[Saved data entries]
┌────────

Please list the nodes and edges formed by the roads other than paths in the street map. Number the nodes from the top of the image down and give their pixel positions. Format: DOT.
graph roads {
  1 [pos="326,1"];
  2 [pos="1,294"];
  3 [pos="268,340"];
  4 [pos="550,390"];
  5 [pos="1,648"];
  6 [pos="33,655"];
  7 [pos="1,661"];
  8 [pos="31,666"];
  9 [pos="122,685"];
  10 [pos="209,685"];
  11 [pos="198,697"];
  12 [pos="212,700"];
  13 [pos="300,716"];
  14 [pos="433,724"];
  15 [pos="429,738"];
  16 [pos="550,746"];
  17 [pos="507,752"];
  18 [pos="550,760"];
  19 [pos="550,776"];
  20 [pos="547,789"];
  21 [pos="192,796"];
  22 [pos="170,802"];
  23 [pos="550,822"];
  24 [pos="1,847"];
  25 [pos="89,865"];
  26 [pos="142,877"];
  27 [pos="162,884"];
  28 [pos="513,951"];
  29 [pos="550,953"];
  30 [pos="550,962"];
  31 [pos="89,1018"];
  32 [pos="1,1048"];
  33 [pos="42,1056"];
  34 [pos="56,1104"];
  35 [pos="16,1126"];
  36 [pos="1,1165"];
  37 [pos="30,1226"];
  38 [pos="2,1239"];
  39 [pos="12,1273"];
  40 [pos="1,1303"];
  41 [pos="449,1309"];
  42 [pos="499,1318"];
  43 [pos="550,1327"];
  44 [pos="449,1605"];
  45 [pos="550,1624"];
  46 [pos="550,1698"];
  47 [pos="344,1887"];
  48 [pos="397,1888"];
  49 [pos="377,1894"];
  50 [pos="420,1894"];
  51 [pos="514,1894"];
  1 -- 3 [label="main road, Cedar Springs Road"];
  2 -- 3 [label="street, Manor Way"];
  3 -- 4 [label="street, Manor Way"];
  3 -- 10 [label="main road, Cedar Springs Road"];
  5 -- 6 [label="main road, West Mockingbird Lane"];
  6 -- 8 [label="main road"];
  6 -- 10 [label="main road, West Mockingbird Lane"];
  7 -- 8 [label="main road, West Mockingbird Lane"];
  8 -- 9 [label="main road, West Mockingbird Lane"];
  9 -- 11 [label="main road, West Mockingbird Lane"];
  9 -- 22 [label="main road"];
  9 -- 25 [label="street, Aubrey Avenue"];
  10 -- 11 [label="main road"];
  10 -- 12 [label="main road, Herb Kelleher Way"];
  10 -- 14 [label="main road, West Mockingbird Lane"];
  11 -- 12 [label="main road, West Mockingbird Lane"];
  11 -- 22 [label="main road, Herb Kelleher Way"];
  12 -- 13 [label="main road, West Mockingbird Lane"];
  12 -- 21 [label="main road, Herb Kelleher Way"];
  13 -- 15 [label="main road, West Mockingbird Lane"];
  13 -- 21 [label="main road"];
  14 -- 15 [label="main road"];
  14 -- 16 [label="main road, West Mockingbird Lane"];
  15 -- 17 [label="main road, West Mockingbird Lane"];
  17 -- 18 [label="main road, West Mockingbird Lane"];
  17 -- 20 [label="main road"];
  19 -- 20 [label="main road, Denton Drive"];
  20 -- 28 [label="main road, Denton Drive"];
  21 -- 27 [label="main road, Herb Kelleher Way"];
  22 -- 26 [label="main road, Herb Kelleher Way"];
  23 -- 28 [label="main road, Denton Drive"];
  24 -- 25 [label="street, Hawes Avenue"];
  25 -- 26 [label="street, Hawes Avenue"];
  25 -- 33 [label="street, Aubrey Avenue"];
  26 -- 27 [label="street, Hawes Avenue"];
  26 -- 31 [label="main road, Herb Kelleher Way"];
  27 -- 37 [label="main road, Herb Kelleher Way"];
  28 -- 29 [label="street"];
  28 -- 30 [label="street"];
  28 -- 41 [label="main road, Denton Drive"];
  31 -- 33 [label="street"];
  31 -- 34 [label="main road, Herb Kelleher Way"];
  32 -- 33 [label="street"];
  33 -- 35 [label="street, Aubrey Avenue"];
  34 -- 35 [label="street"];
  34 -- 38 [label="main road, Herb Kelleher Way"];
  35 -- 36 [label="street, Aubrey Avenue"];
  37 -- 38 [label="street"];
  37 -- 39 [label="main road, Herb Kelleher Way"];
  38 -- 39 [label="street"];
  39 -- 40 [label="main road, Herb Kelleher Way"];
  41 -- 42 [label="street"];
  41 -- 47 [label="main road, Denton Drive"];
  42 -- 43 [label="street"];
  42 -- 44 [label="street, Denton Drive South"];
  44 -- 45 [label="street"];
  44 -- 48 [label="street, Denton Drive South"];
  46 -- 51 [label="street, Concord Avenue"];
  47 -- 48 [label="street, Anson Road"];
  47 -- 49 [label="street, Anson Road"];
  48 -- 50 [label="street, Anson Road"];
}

└────────

### Exercise
Nothing in the data above should change. Please copy it all.

### Task solution
Please list the nodes and edges formed by the roads other than paths in the street map. Number the nodes from the top of the image down and give their pixel positions. Format: DOT.
graph roads {
  1 [pos="326,1"];
  2 [pos="1,294"];
  3 [pos="268,340"];
  4 [pos="550,390"];
  5 [pos="1,648"];
  6 [pos="33,655"];
  7 [pos="1,661"];
  8 [pos="31,666"];
  9 [pos="122,685"];
  10 [pos="209,685"];
  11 [pos="198,697"];
  12 [pos="212,700"];
  13 [pos="300,716"];
  14 [pos="433,724"];
  15 [pos="429,738"];
  16 [pos="550,746"];
  17 [pos="507,752"];
  18 [pos="550,760"];
  19 [pos="550,776"];
  20 [pos="547,789"];
  21 [pos="192,796"];
  22 [pos="170,802"];
  23 [pos="550,822"];
  24 [pos="1,847"];
  25 [pos="89,865"];
  26 [pos="142,877"];
  27 [pos="162,884"];
  28 [pos="513,951"];
  29 [pos="550,953"];
  30 [pos="550,962"];
  31 [pos="89,1018"];
  32 [pos="1,1048"];
  33 [pos="42,1056"];
  34 [pos="56,1104"];
  35 [pos="16,1126"];
  36 [pos="1,1165"];
  37 [pos="30,1226"];
  38 [pos="2,1239"];
  39 [pos="12,1273"];
  40 [pos="1,1303"];
  41 [pos="449,1309"];
  42 [pos="499,1318"];
  43 [pos="550,1327"];
  44 [pos="449,1605"];
  45 [pos="550,1624"];
  46 [pos="550,1698"];
  47 [pos="344,1887"];
  48 [pos="397,1888"];
  49 [pos="377,1894"];
  50 [pos="420,1894"];
  51 [pos="514,1894"];
  1 -- 3 [label="main road, Cedar Springs Road"];
  2 -- 3 [label="street, Manor Way"];
  3 -- 4 [label="street, Manor Way"];
  3 -- 10 [label="main road, Cedar Springs Road"];
  5 -- 6 [label="main road, West Mockingbird Lane"];
  6 -- 8 [label="main road"];
  6 -- 10 [label="main road, West Mockingbird Lane"];
  7 -- 8 [label="main road, West Mockingbird Lane"];
  8 -- 9 [label="main road, West Mockingbird Lane"];
  9 -- 11 [label="main road, West Mockingbird Lane"];
  9 -- 22 [label="main road"];
  9 -- 25 [label="street, Aubrey Avenue"];
  10 -- 11 [label="main road"];
  10 -- 12 [label="main road, Herb Kelleher Way"];
  10 -- 14 [label="main road, West Mockingbird Lane"];
  11 -- 12 [label="main road, West Mockingbird Lane"];
  11 -- 22 [label="main road, Herb Kelleher Way"];
  12 -- 13 [label="main road, West Mockingbird Lane"];
  12 -- 21 [label="main road, Herb Kelleher Way"];
  13 -- 15 [label="main road, West Mockingbird Lane"];
  13 -- 21 [label="main road"];
  14 -- 15 [label="main road"];
  14 -- 16 [label="main road, West Mockingbird Lane"];
  15 -- 17 [label="main road, West Mockingbird Lane"];
  17 -- 18 [label="main road, West Mockingbird Lane"];
  17 -- 20 [label="main road"];
  19 -- 20 [label="main road, Denton Drive"];
  20 -- 28 [label="main road, Denton Drive"];
  21 -- 27 [label="main road, Herb Kelleher Way"];
  22 -- 26 [label="main road, Herb Kelleher Way"];
  23 -- 28 [label="main road, Denton Drive"];
  24 -- 25 [label="street, Hawes Avenue"];
  25 -- 26 [label="street, Hawes Avenue"];
  25 -- 33 [label="street, Aubrey Avenue"];
  26 -- 27 [label="street, Hawes Avenue"];
  26 -- 31 [label="main road, Herb Kelleher Way"];
  27 -- 37 [label="main road, Herb Kelleher Way"];
  28 -- 29 [label="street"];
  28 -- 30 [label="street"];
  28 -- 41 [label="main road, Denton Drive"];
  31 -- 33 [label="street"];
  31 -- 34 [label="main road, Herb Kelleher Way"];
  32 -- 33 [label="street"];
  33 -- 35 [label="street, Aubrey Avenue"];
  34 -- 35 [label="street"];
  34 -- 38 [label="main road, Herb Kelleher Way"];
  35 -- 36 [label="street, Aubrey Avenue"];
  37 -- 38 [label="street"];
  37 -- 39 [label="main road, Herb Kelleher Way"];
  38 -- 39 [label="street"];
  39 -- 40 [label="main road, Herb Kelleher Way"];
  41 -- 42 [label="street"];
  41 -- 47 [label="main road, Denton Drive"];
  42 -- 43 [label="street"];
  42 -- 44 [label="street, Denton Drive South"];
  44 -- 45 [label="street"];
  44 -- 48 [label="street, Denton Drive South"];
  46 -- 51 [label="street, Concord Avenue"];
  47 -- 48 [label="street, Anson Road"];
  47 -- 49 [label="street, Anson Road"];
  48 -- 50 [label="street, Anson Road"];
}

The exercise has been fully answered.